Without including any pictures, please copy every entry below exactly.

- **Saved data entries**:

'''

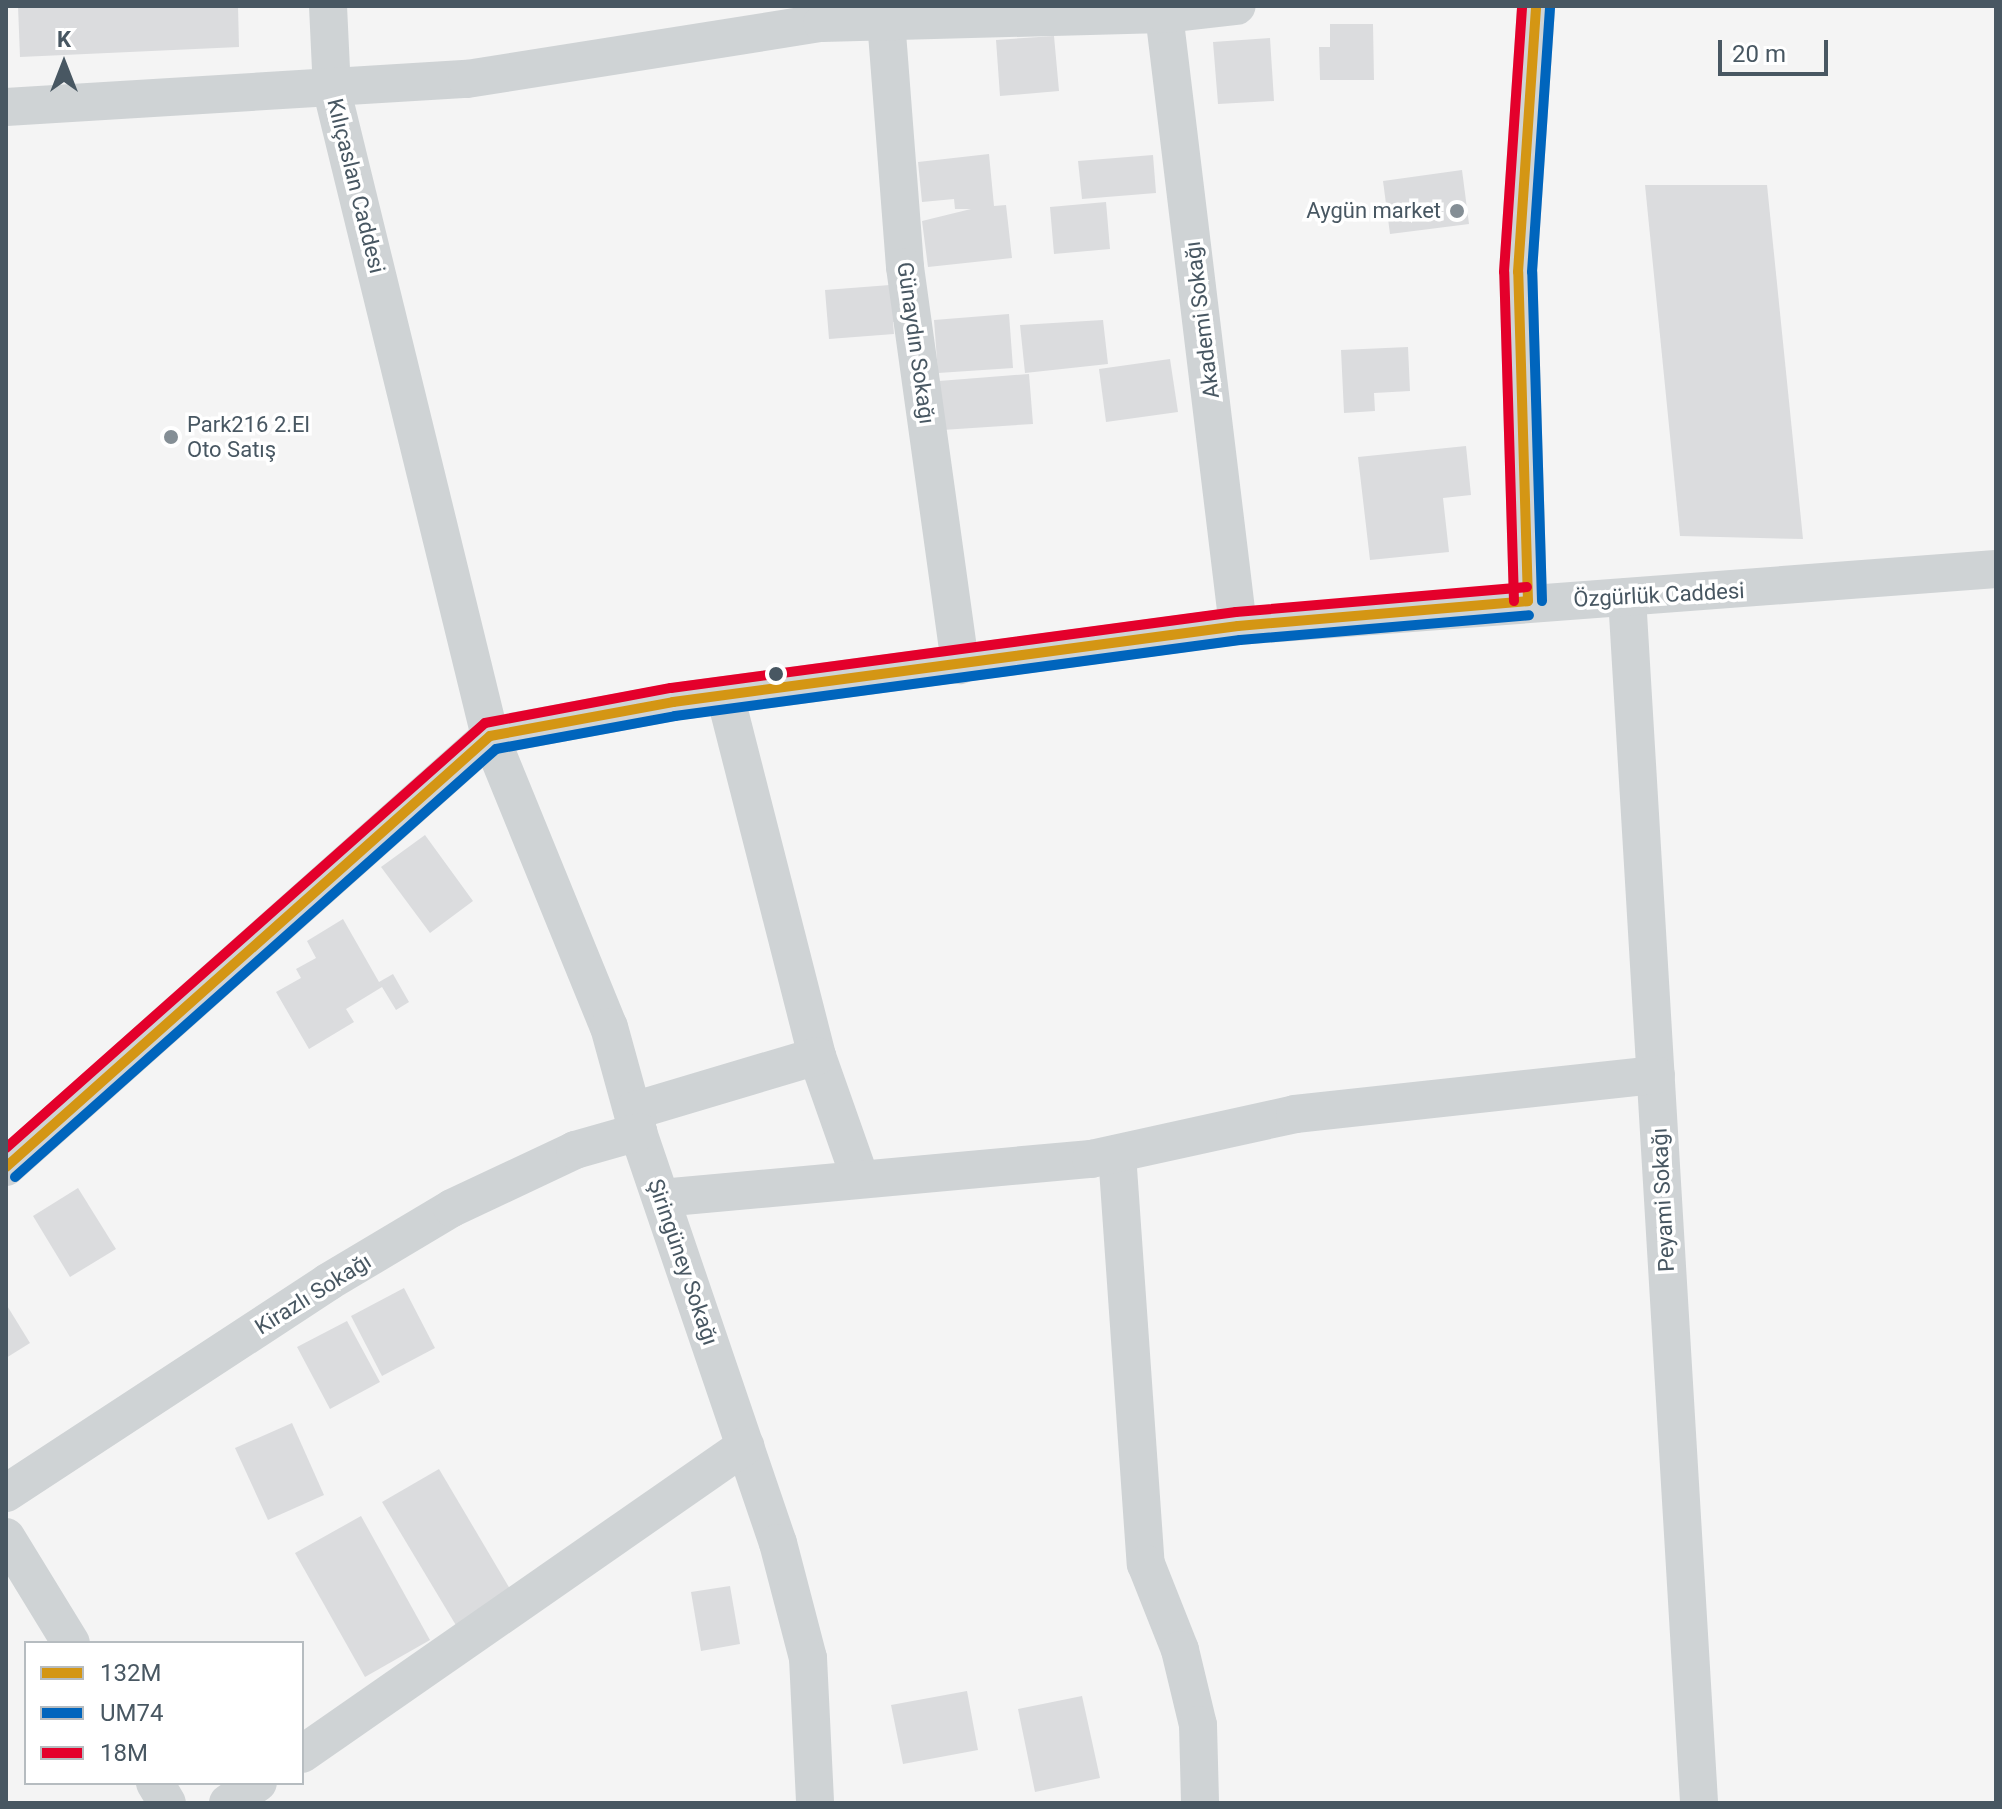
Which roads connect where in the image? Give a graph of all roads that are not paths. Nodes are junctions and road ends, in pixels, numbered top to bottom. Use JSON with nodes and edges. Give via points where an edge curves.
{"nodes":[{"id":1,"x":328,"y":6,"type":"edge"},
{"id":2,"x":1237,"y":6,"type":"edge"},
{"id":3,"x":1536,"y":6,"type":"edge"},
{"id":4,"x":1069,"y":10,"type":"edge"},
{"id":5,"x":1164,"y":14,"type":"junction"},
{"id":6,"x":886,"y":20,"type":"junction"},
{"id":7,"x":332,"y":91,"type":"junction"},
{"id":8,"x":6,"y":107,"type":"edge"},
{"id":9,"x":1996,"y":569,"type":"edge"},
{"id":10,"x":1627,"y":597,"type":"junction"},
{"id":11,"x":1528,"y":601,"type":"junction"},
{"id":12,"x":1238,"y":626,"type":"junction"},
{"id":13,"x":960,"y":665,"type":"junction"},
{"id":14,"x":725,"y":695,"type":"junction"},
{"id":15,"x":490,"y":736,"type":"junction"},
{"id":16,"x":817,"y":1056,"type":"junction"},
{"id":17,"x":1656,"y":1075,"type":"junction"},
{"id":18,"x":636,"y":1122,"type":"junction"},
{"id":19,"x":1117,"y":1154,"type":"junction"},
{"id":20,"x":6,"y":1167,"type":"edge"},
{"id":21,"x":860,"y":1178,"type":"junction"},
{"id":22,"x":661,"y":1198,"type":"junction"},
{"id":23,"x":745,"y":1446,"type":"junction"},
{"id":24,"x":6,"y":1493,"type":"edge"},
{"id":25,"x":6,"y":1537,"type":"edge"},
{"id":26,"x":70,"y":1641,"type":"edge"},
{"id":27,"x":304,"y":1753,"type":"edge"},
{"id":28,"x":156,"y":1785,"type":"edge"},
{"id":29,"x":255,"y":1785,"type":"edge"},
{"id":30,"x":167,"y":1803,"type":"edge"},
{"id":31,"x":228,"y":1803,"type":"edge"},
{"id":32,"x":815,"y":1803,"type":"edge"},
{"id":33,"x":1200,"y":1803,"type":"edge"},
{"id":34,"x":1699,"y":1803,"type":"edge"}],
"edges":[{"from":1,"to":7,"type":"street","name":"Kılıçaslan Caddesi"},
{"from":2,"to":5,"type":"street"},
{"from":3,"to":11,"type":"street","via":[[1518,272]]},
{"from":4,"to":5,"type":"street"},
{"from":4,"to":6,"type":"street"},
{"from":5,"to":12,"type":"street","name":"Akademi Sokağı"},
{"from":6,"to":7,"type":"street","via":[[822,23],[467,79]]},
{"from":6,"to":13,"type":"street","name":"Günaydın Sokağı","via":[[905,267]]},
{"from":7,"to":8,"type":"street"},
{"from":7,"to":15,"type":"street","name":"Kılıçaslan Caddesi"},
{"from":9,"to":10,"type":"street","name":"Özgürlük Caddesi"},
{"from":10,"to":11,"type":"street","name":"Özgürlük Caddesi"},
{"from":10,"to":17,"type":"street","name":"Peyami Sokağı"},
{"from":11,"to":12,"type":"street","name":"Özgürlük Caddesi"},
{"from":12,"to":13,"type":"street","name":"Özgürlük Caddesi"},
{"from":13,"to":14,"type":"street","name":"Özgürlük Caddesi"},
{"from":14,"to":15,"type":"street","name":"Özgürlük Caddesi"},
{"from":14,"to":16,"type":"street"},
{"from":15,"to":18,"type":"street","name":"Şiringüney Sokağı","via":[[609,1027]]},
{"from":15,"to":20,"type":"street"},
{"from":16,"to":18,"type":"street","name":"Kirazlı Sokağı"},
{"from":16,"to":21,"type":"street"},
{"from":17,"to":19,"type":"street","via":[[1295,1114]]},
{"from":17,"to":34,"type":"street","name":"Peyami Sokağı"},
{"from":18,"to":22,"type":"street","name":"Şiringüney Sokağı"},
{"from":18,"to":24,"type":"street","name":"Kirazlı Sokağı","via":[[452,1208],[328,1282]]},
{"from":19,"to":21,"type":"street"},
{"from":19,"to":33,"type":"street","via":[[1146,1564],[1180,1650],[1194,1710]]},
{"from":21,"to":22,"type":"street"},
{"from":22,"to":23,"type":"street","name":"Şiringüney Sokağı"},
{"from":23,"to":27,"type":"street"},
{"from":23,"to":32,"type":"street","name":"Şiringüney Sokağı","via":[[778,1543],[808,1658]]},
{"from":25,"to":26,"type":"street"},
{"from":28,"to":30,"type":"street"},
{"from":29,"to":31,"type":"street"}]}
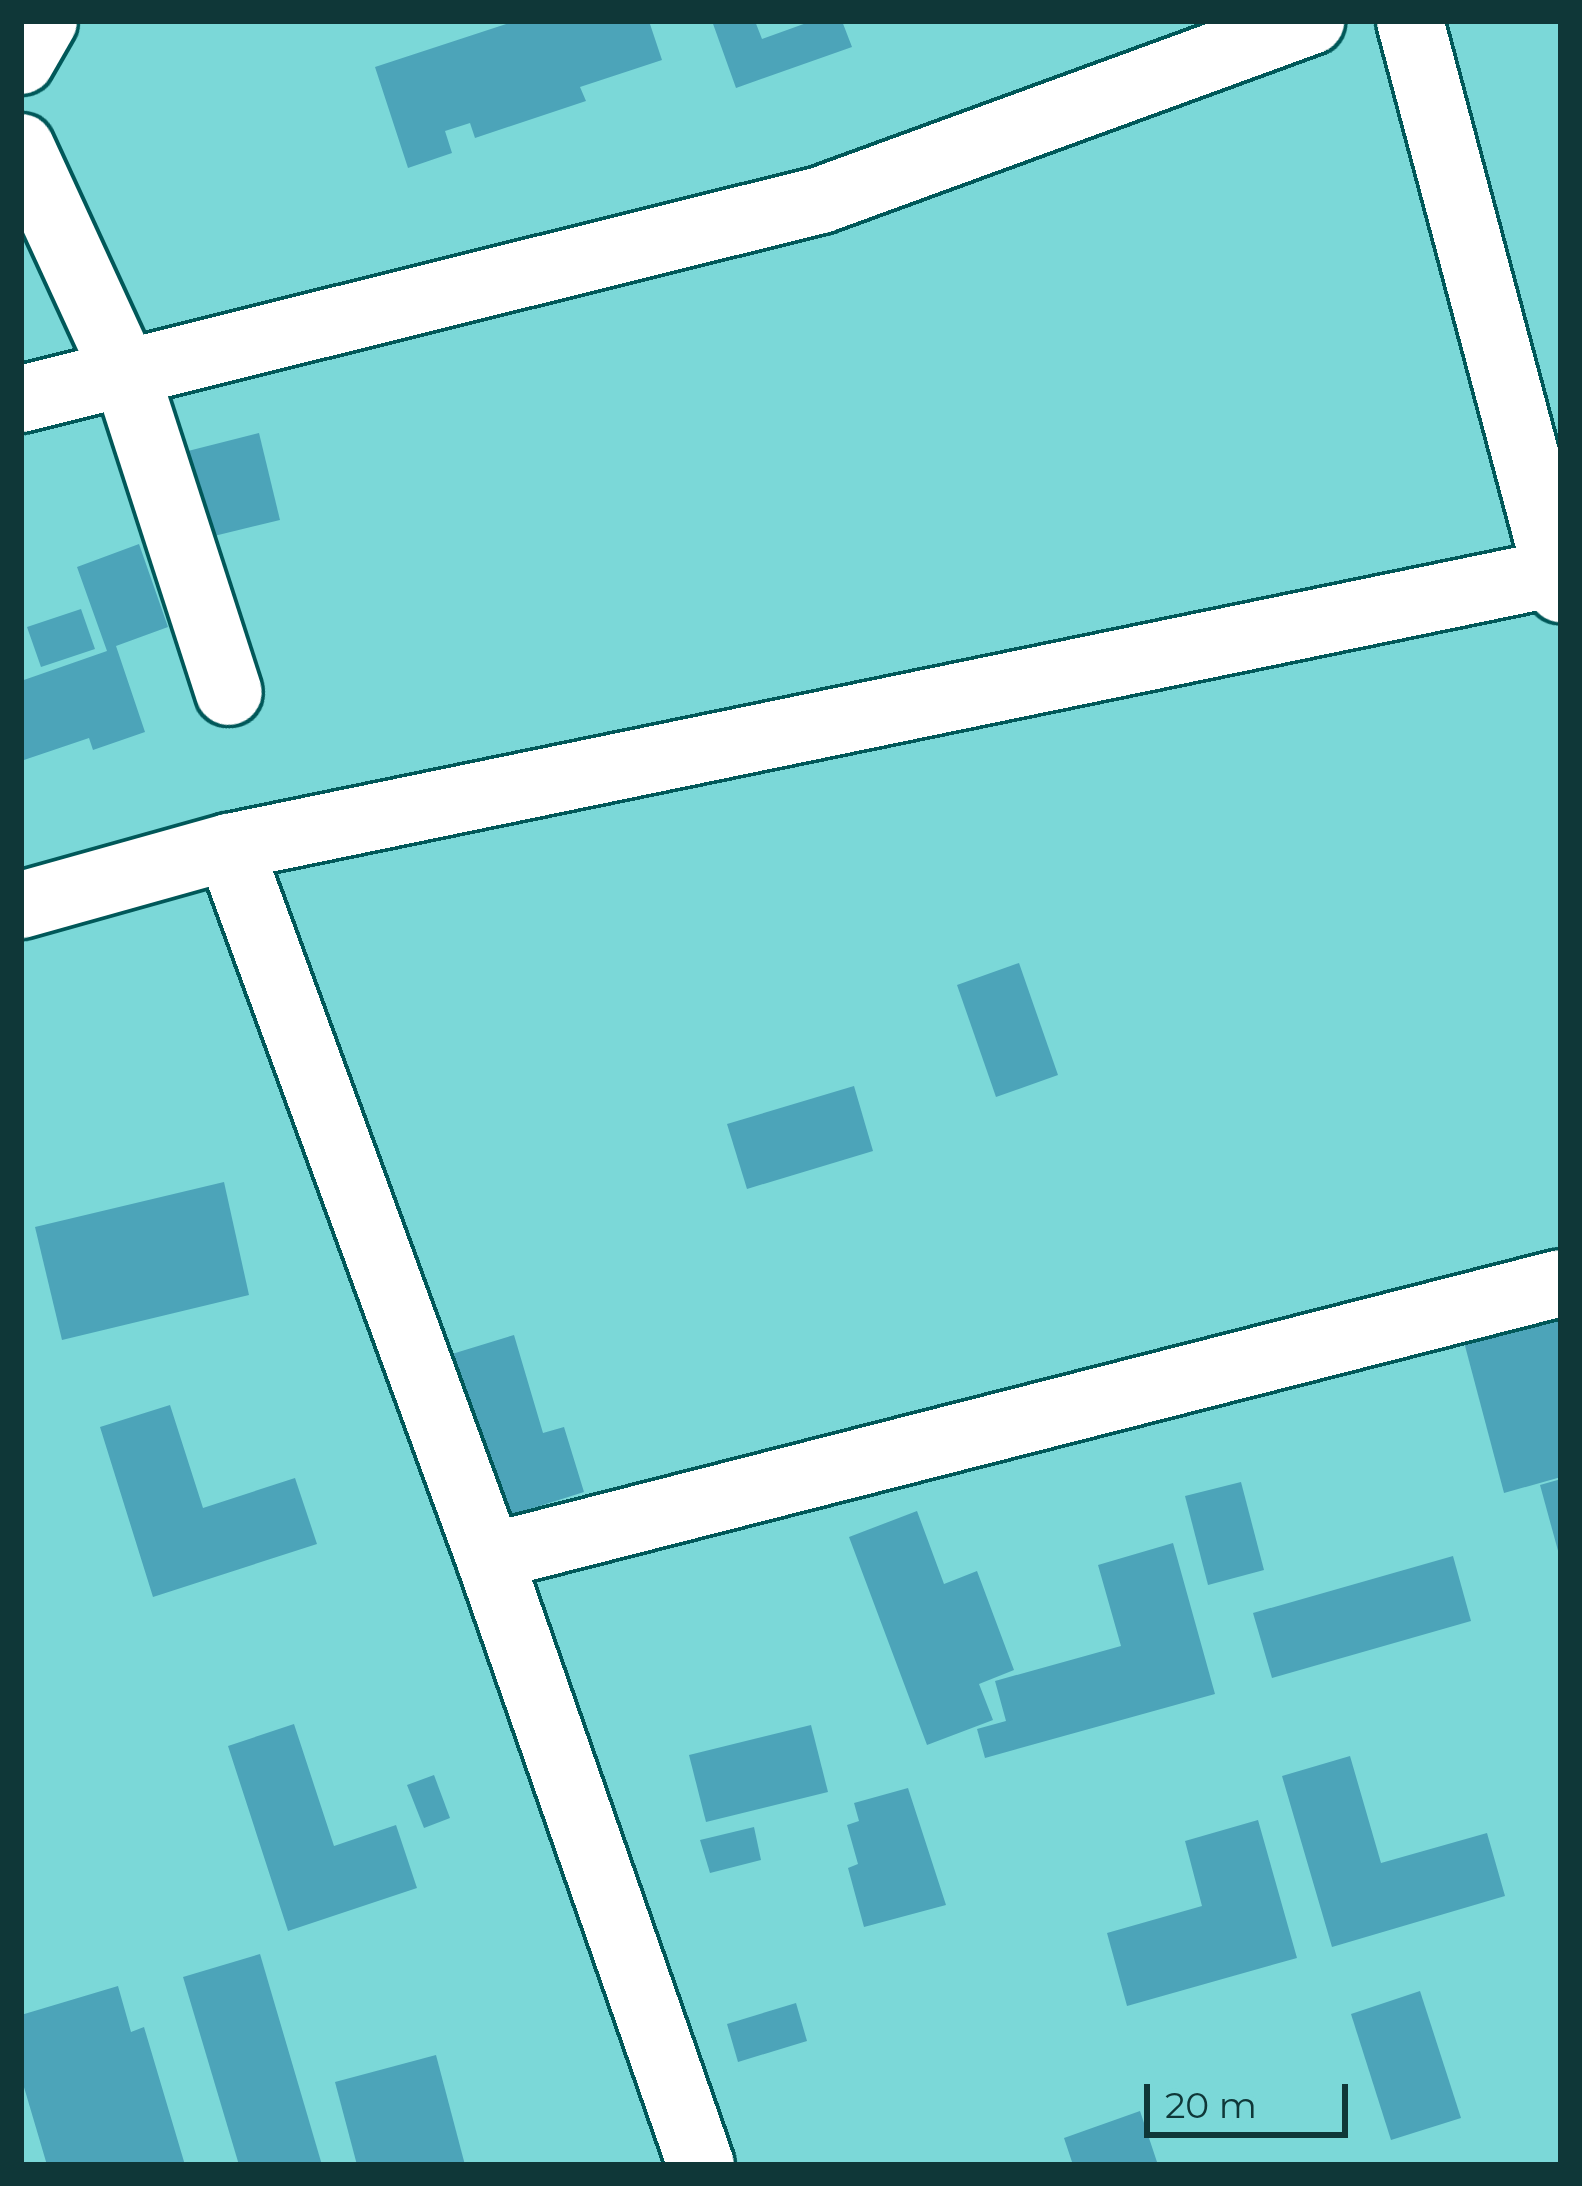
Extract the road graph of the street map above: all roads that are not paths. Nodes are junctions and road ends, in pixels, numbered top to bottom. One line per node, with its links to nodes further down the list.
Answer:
1 (44, 21): 4 (street)
2 (1312, 21): 6 (street)
3 (1410, 21): 8 (street)
4 (21, 61)
5 (21, 147): 6 (street)
6 (127, 377): 7 (street); 9 (street)
7 (21, 399)
8 (1559, 578): 10 (street)
9 (229, 692)
10 (229, 847): 11 (street); 13 (street)
11 (21, 905)
12 (1561, 1283): 13 (street)
13 (490, 1557): 14 (street)
14 (701, 2165)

'''

- **ANSWER TO THIS PROBLEM**:
Which roads connect where in the image? Give a graph of all roads that are not paths. Nodes are junctions and road ends, in pixels, numbered top to bottom. Use JSON with nodes and edges. Give via points where an edge curves.
{"nodes":[{"id":1,"x":328,"y":6,"type":"edge"},
{"id":2,"x":1237,"y":6,"type":"edge"},
{"id":3,"x":1536,"y":6,"type":"edge"},
{"id":4,"x":1069,"y":10,"type":"edge"},
{"id":5,"x":1164,"y":14,"type":"junction"},
{"id":6,"x":886,"y":20,"type":"junction"},
{"id":7,"x":332,"y":91,"type":"junction"},
{"id":8,"x":6,"y":107,"type":"edge"},
{"id":9,"x":1996,"y":569,"type":"edge"},
{"id":10,"x":1627,"y":597,"type":"junction"},
{"id":11,"x":1528,"y":601,"type":"junction"},
{"id":12,"x":1238,"y":626,"type":"junction"},
{"id":13,"x":960,"y":665,"type":"junction"},
{"id":14,"x":725,"y":695,"type":"junction"},
{"id":15,"x":490,"y":736,"type":"junction"},
{"id":16,"x":817,"y":1056,"type":"junction"},
{"id":17,"x":1656,"y":1075,"type":"junction"},
{"id":18,"x":636,"y":1122,"type":"junction"},
{"id":19,"x":1117,"y":1154,"type":"junction"},
{"id":20,"x":6,"y":1167,"type":"edge"},
{"id":21,"x":860,"y":1178,"type":"junction"},
{"id":22,"x":661,"y":1198,"type":"junction"},
{"id":23,"x":745,"y":1446,"type":"junction"},
{"id":24,"x":6,"y":1493,"type":"edge"},
{"id":25,"x":6,"y":1537,"type":"edge"},
{"id":26,"x":70,"y":1641,"type":"edge"},
{"id":27,"x":304,"y":1753,"type":"edge"},
{"id":28,"x":156,"y":1785,"type":"edge"},
{"id":29,"x":255,"y":1785,"type":"edge"},
{"id":30,"x":167,"y":1803,"type":"edge"},
{"id":31,"x":228,"y":1803,"type":"edge"},
{"id":32,"x":815,"y":1803,"type":"edge"},
{"id":33,"x":1200,"y":1803,"type":"edge"},
{"id":34,"x":1699,"y":1803,"type":"edge"}],
"edges":[{"from":1,"to":7,"type":"street","name":"Kılıçaslan Caddesi"},
{"from":2,"to":5,"type":"street"},
{"from":3,"to":11,"type":"street","via":[[1518,272]]},
{"from":4,"to":5,"type":"street"},
{"from":4,"to":6,"type":"street"},
{"from":5,"to":12,"type":"street","name":"Akademi Sokağı"},
{"from":6,"to":7,"type":"street","via":[[822,23],[467,79]]},
{"from":6,"to":13,"type":"street","name":"Günaydın Sokağı","via":[[905,267]]},
{"from":7,"to":8,"type":"street"},
{"from":7,"to":15,"type":"street","name":"Kılıçaslan Caddesi"},
{"from":9,"to":10,"type":"street","name":"Özgürlük Caddesi"},
{"from":10,"to":11,"type":"street","name":"Özgürlük Caddesi"},
{"from":10,"to":17,"type":"street","name":"Peyami Sokağı"},
{"from":11,"to":12,"type":"street","name":"Özgürlük Caddesi"},
{"from":12,"to":13,"type":"street","name":"Özgürlük Caddesi"},
{"from":13,"to":14,"type":"street","name":"Özgürlük Caddesi"},
{"from":14,"to":15,"type":"street","name":"Özgürlük Caddesi"},
{"from":14,"to":16,"type":"street"},
{"from":15,"to":18,"type":"street","name":"Şiringüney Sokağı","via":[[609,1027]]},
{"from":15,"to":20,"type":"street"},
{"from":16,"to":18,"type":"street","name":"Kirazlı Sokağı"},
{"from":16,"to":21,"type":"street"},
{"from":17,"to":19,"type":"street","via":[[1295,1114]]},
{"from":17,"to":34,"type":"street","name":"Peyami Sokağı"},
{"from":18,"to":22,"type":"street","name":"Şiringüney Sokağı"},
{"from":18,"to":24,"type":"street","name":"Kirazlı Sokağı","via":[[452,1208],[328,1282]]},
{"from":19,"to":21,"type":"street"},
{"from":19,"to":33,"type":"street","via":[[1146,1564],[1180,1650],[1194,1710]]},
{"from":21,"to":22,"type":"street"},
{"from":22,"to":23,"type":"street","name":"Şiringüney Sokağı"},
{"from":23,"to":27,"type":"street"},
{"from":23,"to":32,"type":"street","name":"Şiringüney Sokağı","via":[[778,1543],[808,1658]]},
{"from":25,"to":26,"type":"street"},
{"from":28,"to":30,"type":"street"},
{"from":29,"to":31,"type":"street"}]}
Extract the road graph of the street map above: all roads that are not paths. Nodes are junctions and road ends, in pixels, numbered top to bottom. One line per node, with its links to nodes further down the list.
Answer:
1 (44, 21): 4 (street)
2 (1312, 21): 6 (street)
3 (1410, 21): 8 (street)
4 (21, 61)
5 (21, 147): 6 (street)
6 (127, 377): 7 (street); 9 (street)
7 (21, 399)
8 (1559, 578): 10 (street)
9 (229, 692)
10 (229, 847): 11 (street); 13 (street)
11 (21, 905)
12 (1561, 1283): 13 (street)
13 (490, 1557): 14 (street)
14 (701, 2165)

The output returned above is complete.